When R-and-X battles were first fought, intellectual sentiment regarded the ratings system as a way of blocking the young from seeing films with political content, such as Easy Rider, or discouraging depictions of sexuality; ratings were perceived as the rubes' counterattack against cinematic sophistication. But in the 1960s, murder after murder was not standard cinema fare. The most controversial violent film of that era, A Clockwork Orange, depicted a total of one killing, which was heard, but not on-camera. In an era of runaway screen violence, the ‘60s ideal that the young should be allowed to see what they want has been corrupted. In this, trends in video generally mirror the misuse of liberal ideals.

Anti-censorship battles of this century were fought on firm ground, advocating the right of films to tackle social and sexual issues (the 1930s Hays office forbade, among other things, cinematic mention of cohabitation) and free access to works of literature such as Ulysses, Story of O, and the original version of Norman Mailer's The Naked and the Dead. Struggles against censors established that suppression of film or writing is wrong.

But to say nothing should be censored is very different from saying that everything should be shown. Today, Hollywood and television have twisted the First Amendment concept that occasional repulsive or worthless expression must be protected, so as to guarantee freedom for works of genuine political content or artistic merit, into a new standard in which constitutional freedoms are employed mainly to safeguard works that make no pretense of merit. In the new standard, the bulk of what's being protected is repulsive or worthless, with the meritorious work the rare exception.

Not only is there profit for the performers, producers, management, and shareholders of firms that glorify violence, so, too, is there profit for politicians. Many conservatives or Republican politicians who denounce Hollywood eagerly accept its lucre. Bob Dole's 1995 anti-Hollywood speech was not followed up by any anti-Hollywood legislation or campaign-funds strategy. After the Colorado murders, President Clinton declared, "Parents should take this moment to ask what else they can do to shield children from violent images and experiences that warp young perceptions." But Clinton was careful to avoid criticizing Hollywood, one of the top sources of public backing and campaign contributions for him and his would-be successor, Vice President Al Gore. The president had nothing specific to propose on film violence─only that parents should try to figure out what to do.

    When television producers say it is the parents' obligation to keep children away from the tube, they reach the self-satire point of warning that their own product is unsuitable for consumption. The situation will improve somewhat beginning 2000, by which time all new TVs must be sold with the "V chip"─supported by Clinton and Gore─which will allow parents to block violent shows. But it will be at least a decade before the majority of the nation's sets include the chip, and who knows how adept young minds will prove at defeating it? Rather than rely on a technical fix that will take many years to achieve an effect, TV producers could simply stop churning out the gratuitous violence. Television could dramatically reduce its output of scenes of killing and still depict violence in news broadcasts, documentaries, and the occasional show in which the horrible is genuinely relevant. Reduction in violence is not censorship; it is placing social responsibility before profit.

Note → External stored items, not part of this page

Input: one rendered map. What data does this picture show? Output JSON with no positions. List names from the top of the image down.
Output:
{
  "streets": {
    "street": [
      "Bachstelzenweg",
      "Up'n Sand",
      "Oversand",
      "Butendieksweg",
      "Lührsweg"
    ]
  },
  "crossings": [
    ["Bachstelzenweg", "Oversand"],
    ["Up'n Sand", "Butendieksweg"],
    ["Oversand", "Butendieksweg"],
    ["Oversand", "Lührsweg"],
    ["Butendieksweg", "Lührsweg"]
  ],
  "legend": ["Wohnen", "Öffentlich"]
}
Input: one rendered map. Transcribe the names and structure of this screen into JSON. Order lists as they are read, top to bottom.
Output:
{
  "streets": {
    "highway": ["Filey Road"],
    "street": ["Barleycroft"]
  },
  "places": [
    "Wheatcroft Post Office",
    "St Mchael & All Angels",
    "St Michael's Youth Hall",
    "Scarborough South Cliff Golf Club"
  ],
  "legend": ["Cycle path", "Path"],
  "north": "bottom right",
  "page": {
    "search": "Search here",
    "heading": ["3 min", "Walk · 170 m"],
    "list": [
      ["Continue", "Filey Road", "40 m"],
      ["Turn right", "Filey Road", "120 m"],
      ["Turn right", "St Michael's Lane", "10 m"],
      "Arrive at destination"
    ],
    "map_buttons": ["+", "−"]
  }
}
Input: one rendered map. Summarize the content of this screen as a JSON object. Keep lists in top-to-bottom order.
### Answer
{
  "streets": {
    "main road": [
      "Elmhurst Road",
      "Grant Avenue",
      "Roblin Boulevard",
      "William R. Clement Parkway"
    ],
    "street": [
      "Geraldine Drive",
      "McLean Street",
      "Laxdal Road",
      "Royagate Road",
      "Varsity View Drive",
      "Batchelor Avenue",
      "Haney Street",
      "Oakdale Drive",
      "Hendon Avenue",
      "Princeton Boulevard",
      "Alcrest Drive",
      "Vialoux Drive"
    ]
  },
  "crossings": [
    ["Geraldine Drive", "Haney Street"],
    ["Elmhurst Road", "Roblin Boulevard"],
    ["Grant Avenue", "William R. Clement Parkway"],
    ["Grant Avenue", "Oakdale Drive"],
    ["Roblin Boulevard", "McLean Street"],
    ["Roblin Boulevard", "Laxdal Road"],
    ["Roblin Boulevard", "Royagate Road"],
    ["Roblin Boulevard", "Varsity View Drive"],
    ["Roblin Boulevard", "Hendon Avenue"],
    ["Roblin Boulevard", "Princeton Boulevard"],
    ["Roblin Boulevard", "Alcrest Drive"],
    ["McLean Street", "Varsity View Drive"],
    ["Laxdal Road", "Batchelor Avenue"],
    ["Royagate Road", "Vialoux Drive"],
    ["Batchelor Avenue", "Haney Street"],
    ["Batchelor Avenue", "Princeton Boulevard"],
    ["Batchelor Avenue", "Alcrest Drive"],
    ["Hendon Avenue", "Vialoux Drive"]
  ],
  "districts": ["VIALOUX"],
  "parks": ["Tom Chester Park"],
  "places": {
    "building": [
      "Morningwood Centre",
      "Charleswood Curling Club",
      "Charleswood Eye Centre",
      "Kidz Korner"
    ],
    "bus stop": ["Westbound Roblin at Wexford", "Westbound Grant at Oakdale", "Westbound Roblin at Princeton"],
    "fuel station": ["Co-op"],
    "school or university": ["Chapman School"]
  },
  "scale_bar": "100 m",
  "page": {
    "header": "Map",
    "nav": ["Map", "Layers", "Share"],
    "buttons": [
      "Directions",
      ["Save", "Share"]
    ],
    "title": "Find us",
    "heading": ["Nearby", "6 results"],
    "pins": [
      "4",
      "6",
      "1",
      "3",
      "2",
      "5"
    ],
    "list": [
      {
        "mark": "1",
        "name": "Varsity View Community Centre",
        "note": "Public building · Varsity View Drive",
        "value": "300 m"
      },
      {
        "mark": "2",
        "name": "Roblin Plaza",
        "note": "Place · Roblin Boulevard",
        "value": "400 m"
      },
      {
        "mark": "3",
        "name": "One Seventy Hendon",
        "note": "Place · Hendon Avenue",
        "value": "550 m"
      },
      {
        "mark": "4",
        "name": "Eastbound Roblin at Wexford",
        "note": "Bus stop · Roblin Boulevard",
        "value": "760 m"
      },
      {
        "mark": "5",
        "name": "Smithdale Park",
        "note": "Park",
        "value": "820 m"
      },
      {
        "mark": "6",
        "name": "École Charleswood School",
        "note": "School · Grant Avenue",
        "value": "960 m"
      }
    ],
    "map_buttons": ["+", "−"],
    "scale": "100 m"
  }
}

The movie industry could practice the same kind of restraint without sacrificing profitability. In this regard, the big Hollywood studios, including Disney, look craven and exploitative compared to, of all things, the porn-video industry. Repulsive material occurs in underground porn, but in the products sold by the mainstream triple-X distributors such as Vivid Video (the MGM of the erotic business), violence is never, ever, ever depicted─because that would be irresponsible. Women and men perform every conceivable explicit act in today's mainstream porn, but what is shown is always consensual and almost sunnily friendly. Scenes of rape or sexual menace never occur, and scenes of sexual murder are an absolute taboo.

It is beyond irony that today, Sony and Time-Warner eagerly market explicit depictions of women being raped, sexually assaulted, and sexually murdered, while the mainstream porn industry would never dream of doing so. But if money is all that matters, the point here is that mainstream porn is violence-free, yet risqu and highly profitable. Surely this shows that Hollywood could voluntarily step back from the abyss of glorifying violence and still retain its edge and its income.

    Following the Colorado massacre, Republican presidential candidate Gary Bauer declared to a campaign audience, "In the America I want, all of these producers and directors, they would not be able to show their faces in public" because fingers "would be pointing at them and saying, ‘Shame, shame.'" The statement sent chills through anyone fearing right-wing thought control. But Bauer's final clause is correct─ Hollywood and television do need to hear the words "shame, shame." The cause of the shame should be removed voluntarily, not to stave off censorship, but because it is the responsible thing to do.

Put it this way. The day after a teenager guns down the sons and daughters of studio executives in a high school in the tony Los Angeles suburbs Bel Air or Westwood, California, Disney and Time-Warner will stop glamorizing murder. Do we have to wait until that day?

(2191 words)

(From The Saturday Evening Post, Sept/Oct 1999 )

 Text

Follow-up Exercises

A. Comprehending the text.

Choose the best answer.

1.In the days after the shooting incident in Colorado, there was a debate on ________. ( )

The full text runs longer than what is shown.